WHAT TO DO:
Count how many lines in the data hold the word "name", and give that number alone.

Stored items
========================================================================
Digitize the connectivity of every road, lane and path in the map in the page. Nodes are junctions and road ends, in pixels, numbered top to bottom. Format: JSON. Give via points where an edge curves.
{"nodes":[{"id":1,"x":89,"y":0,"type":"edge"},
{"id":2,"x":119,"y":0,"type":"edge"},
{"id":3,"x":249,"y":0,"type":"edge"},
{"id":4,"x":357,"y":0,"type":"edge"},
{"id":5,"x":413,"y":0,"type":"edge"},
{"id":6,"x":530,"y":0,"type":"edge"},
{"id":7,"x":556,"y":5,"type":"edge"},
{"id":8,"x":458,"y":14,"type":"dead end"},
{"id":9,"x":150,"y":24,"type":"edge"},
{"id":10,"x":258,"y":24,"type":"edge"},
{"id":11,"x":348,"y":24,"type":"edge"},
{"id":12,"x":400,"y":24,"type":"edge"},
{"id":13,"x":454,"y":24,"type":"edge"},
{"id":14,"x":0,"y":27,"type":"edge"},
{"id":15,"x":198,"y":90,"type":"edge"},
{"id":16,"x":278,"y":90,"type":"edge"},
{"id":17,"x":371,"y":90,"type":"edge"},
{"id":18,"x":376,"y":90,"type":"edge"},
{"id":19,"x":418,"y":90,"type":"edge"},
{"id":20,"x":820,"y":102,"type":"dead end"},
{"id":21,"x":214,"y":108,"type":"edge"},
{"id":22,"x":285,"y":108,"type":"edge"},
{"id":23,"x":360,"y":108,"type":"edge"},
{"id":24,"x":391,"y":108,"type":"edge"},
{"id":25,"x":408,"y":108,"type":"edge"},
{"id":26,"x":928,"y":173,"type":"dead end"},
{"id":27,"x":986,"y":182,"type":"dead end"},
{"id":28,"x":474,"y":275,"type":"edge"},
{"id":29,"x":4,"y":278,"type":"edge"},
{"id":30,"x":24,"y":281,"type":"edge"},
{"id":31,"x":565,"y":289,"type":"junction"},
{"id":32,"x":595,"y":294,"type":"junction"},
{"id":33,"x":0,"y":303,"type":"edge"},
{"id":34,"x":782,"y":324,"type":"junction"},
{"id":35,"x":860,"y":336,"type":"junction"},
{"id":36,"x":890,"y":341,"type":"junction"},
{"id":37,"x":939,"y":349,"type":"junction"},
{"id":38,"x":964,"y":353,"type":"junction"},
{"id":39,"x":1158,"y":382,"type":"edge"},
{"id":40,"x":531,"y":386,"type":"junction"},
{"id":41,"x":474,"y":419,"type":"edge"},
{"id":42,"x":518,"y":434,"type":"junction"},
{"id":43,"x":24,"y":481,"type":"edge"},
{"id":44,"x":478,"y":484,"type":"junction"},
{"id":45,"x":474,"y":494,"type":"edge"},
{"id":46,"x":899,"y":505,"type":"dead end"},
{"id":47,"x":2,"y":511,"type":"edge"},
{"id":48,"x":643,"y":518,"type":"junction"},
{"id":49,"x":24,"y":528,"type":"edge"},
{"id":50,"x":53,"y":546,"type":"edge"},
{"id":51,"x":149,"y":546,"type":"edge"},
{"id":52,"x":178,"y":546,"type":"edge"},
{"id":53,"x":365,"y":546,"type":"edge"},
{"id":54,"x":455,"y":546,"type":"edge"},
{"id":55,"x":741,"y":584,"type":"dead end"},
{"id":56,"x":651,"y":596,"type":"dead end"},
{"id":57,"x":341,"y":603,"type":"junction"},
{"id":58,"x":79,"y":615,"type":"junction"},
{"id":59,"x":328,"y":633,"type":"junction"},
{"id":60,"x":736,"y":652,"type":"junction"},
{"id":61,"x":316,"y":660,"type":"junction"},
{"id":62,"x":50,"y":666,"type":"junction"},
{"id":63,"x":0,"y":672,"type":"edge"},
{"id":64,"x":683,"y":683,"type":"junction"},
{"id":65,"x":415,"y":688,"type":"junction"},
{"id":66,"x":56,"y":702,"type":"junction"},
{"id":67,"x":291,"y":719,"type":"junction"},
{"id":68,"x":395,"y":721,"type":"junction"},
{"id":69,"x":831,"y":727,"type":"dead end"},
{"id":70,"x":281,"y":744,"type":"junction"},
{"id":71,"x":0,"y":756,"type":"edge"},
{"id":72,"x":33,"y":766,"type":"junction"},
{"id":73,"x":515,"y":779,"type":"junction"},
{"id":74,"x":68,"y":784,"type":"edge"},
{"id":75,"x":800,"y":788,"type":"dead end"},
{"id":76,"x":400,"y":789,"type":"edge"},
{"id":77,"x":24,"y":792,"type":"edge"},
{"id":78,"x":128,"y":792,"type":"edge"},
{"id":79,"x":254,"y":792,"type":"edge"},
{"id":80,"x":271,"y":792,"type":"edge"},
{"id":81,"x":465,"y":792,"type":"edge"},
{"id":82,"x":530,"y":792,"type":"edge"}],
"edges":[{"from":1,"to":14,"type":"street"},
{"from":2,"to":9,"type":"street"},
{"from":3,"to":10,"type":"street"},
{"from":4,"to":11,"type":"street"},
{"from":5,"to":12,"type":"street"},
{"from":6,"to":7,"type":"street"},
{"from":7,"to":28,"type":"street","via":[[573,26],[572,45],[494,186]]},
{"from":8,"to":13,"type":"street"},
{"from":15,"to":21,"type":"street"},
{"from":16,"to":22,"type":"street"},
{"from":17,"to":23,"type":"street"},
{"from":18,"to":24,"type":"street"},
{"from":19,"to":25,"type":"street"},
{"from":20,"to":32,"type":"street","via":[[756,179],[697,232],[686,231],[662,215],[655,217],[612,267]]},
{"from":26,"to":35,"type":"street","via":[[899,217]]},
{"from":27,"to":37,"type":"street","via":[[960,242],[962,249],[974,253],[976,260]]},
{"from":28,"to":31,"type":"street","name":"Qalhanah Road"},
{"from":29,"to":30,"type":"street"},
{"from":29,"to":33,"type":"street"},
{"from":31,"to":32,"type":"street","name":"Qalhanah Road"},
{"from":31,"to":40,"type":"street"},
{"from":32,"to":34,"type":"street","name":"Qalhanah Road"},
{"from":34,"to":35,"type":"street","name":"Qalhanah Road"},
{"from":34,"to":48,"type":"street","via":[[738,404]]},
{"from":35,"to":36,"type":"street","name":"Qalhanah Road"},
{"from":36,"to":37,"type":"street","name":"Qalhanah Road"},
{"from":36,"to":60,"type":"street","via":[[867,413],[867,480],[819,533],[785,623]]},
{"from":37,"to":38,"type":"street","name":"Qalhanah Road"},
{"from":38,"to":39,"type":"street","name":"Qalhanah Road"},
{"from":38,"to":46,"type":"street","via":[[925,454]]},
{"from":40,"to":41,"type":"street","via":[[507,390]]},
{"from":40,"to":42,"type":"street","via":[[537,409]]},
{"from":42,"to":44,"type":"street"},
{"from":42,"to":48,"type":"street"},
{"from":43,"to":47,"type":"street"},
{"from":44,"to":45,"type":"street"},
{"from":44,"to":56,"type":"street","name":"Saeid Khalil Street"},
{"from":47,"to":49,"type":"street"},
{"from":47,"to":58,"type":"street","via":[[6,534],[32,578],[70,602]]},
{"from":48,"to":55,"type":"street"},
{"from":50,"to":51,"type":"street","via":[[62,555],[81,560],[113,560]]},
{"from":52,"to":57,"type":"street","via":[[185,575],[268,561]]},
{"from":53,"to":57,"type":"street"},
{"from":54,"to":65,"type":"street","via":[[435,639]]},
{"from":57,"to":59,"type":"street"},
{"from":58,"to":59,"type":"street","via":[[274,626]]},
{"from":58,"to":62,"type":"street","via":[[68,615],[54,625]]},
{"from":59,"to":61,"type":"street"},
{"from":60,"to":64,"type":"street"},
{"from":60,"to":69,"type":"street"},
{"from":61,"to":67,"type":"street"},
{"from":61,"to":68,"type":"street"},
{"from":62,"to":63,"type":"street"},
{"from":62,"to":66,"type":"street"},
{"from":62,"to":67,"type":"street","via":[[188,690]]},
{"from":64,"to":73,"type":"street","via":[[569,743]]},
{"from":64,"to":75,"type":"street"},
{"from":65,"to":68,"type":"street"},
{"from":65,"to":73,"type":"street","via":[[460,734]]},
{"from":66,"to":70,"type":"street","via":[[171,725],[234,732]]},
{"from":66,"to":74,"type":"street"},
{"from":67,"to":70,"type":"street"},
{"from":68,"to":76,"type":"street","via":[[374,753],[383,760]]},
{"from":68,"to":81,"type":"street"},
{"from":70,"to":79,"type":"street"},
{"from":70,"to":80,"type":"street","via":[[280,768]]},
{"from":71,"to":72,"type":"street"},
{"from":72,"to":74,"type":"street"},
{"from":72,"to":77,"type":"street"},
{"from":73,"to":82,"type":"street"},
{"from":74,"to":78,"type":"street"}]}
========================================================================
TASK RESPONSE:
9